Melancholia
La storia di due sorelle molto diverse tra loro, ma unite da un unico scopo: sopravvivere nella Terra devastata da una catastrofe immane, l'impatto con un altro pianeta.
Fine del mondo, crisi matrimoniale, crollo di ogni certezza, apocalisse… da un cineasta controverso come Lars Von Trier ci saremmo aspettati una pellicola bomba, ma alla fine i vuoti di “Melancholia” sono più profondi dei suoi contenuti.
Diviso in due capitoli, il film racconta le diverse reazioni di due sorelle davanti alla fine del mondo: la depressa Justine (Kirsten Dunst,
nuova regina del dolore per il regista danese) che abbraccia pienamente
l'imminente apocalisse causata dalla collisione della Terra con un
altro pianeta, e Claire (la sempre sofferente Charlotte Gainsbourg) che invece non vuole accettare il suo destino.
Von Trier apre con un prologo visivamente ricalcato sulla struttura di quello di “Antichrist”,
alzando il volume della musica e iniziando da un primo piano di una
Dunst stremata con alle spalle animali morti che piovono dal cielo.
L'Armageddon viene subito messo davanti agli occhi dello spettatore, poi
si procede in flashback: la prima parte è ambientata nella notte di
nozze della Dunst (una specie di “Festen”
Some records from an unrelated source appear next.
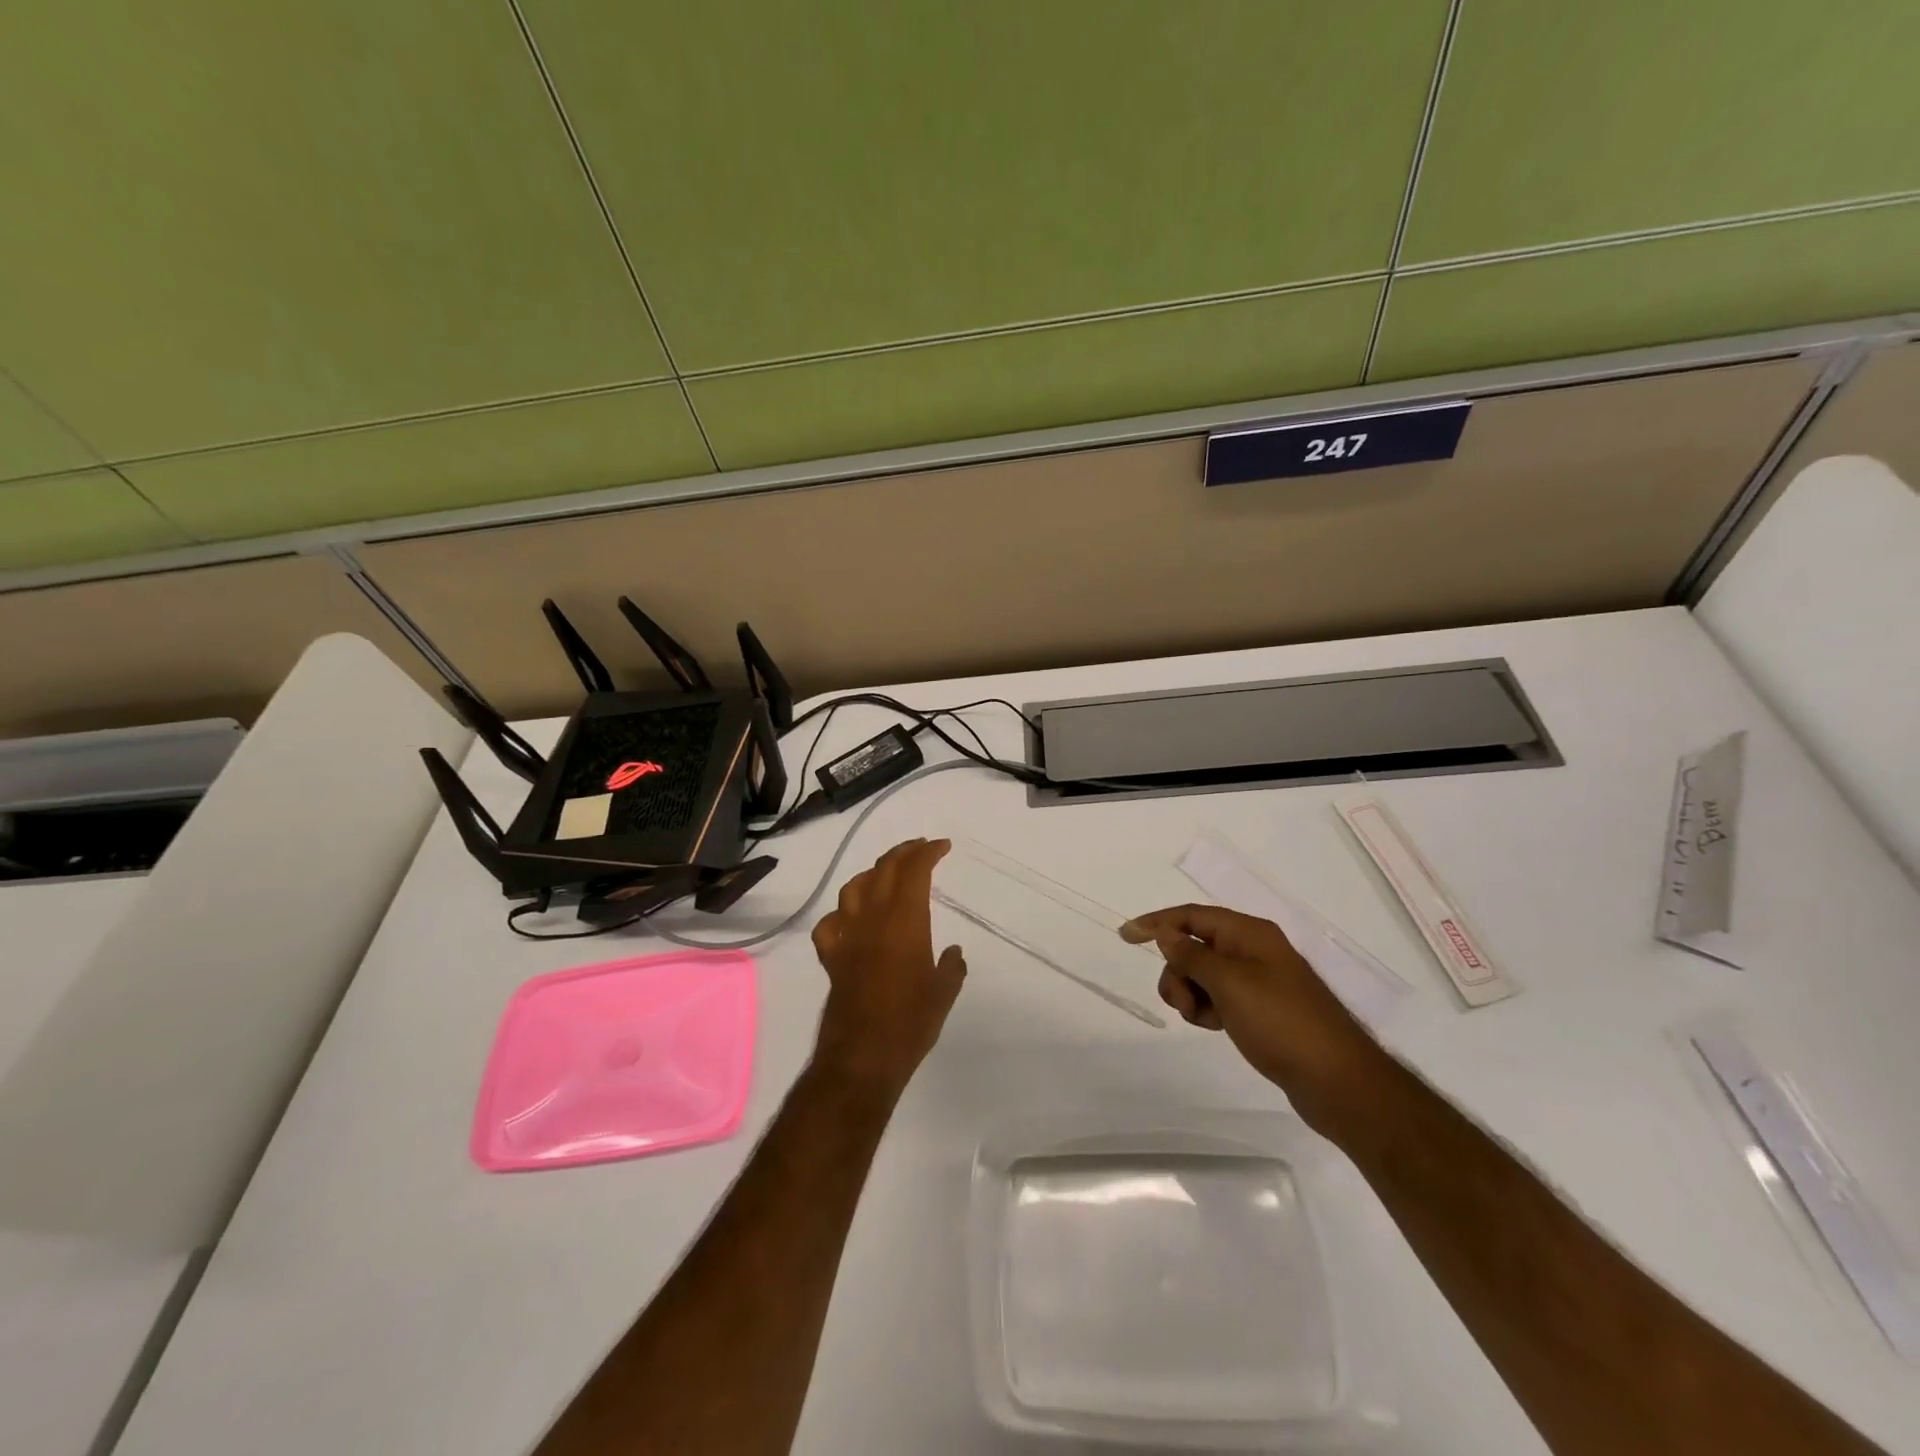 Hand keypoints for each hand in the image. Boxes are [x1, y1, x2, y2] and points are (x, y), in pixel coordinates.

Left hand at [810, 838, 966, 1095]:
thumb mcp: (944, 992)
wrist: (862, 1056)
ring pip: (854, 888)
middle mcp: (872, 919)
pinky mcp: (831, 958)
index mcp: (904, 921)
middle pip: (883, 870)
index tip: (942, 846)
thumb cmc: (911, 1022)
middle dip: (903, 853)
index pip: (914, 871)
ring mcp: (847, 936)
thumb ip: (951, 967)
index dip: (927, 852)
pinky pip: (831, 923)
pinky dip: (843, 913)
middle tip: (920, 849)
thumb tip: (954, 953)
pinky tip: (851, 919)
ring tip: (886, 874)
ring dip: (872, 873)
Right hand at [1122, 904, 1378, 1125]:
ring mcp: (1258, 981)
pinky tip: (1216, 1028)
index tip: (1125, 936)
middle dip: (1178, 971)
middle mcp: (1252, 950)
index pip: (1192, 916)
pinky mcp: (1260, 1009)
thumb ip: (1192, 954)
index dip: (1156, 922)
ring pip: (1202, 975)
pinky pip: (1217, 998)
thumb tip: (1167, 934)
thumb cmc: (1281, 1022)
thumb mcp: (1229, 983)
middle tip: (1183, 1002)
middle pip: (1193, 947)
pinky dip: (1207, 1009)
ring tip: (1204, 1020)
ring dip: (1190, 994)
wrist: (1337, 1081)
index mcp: (1249, 933)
della durata di un'ora) in cui vengono fuori complesse dinamiche
familiari, personalità maniacali e i dubbi della protagonista che non
esita a tuffarsi nel tunnel della distruzione matrimoniale. Eccessivamente lungo e a tratti noioso, il capitolo dedicato alla Dunst non manca comunque di una certa ironia, spinta anche dal resto del cast (gli ottimi John Hurt, Charlotte Rampling e il sempre esilarante Udo Kier). Sessanta minuti dopo, la macchina da presa smette di seguire l'ex musa di “Spider-Man”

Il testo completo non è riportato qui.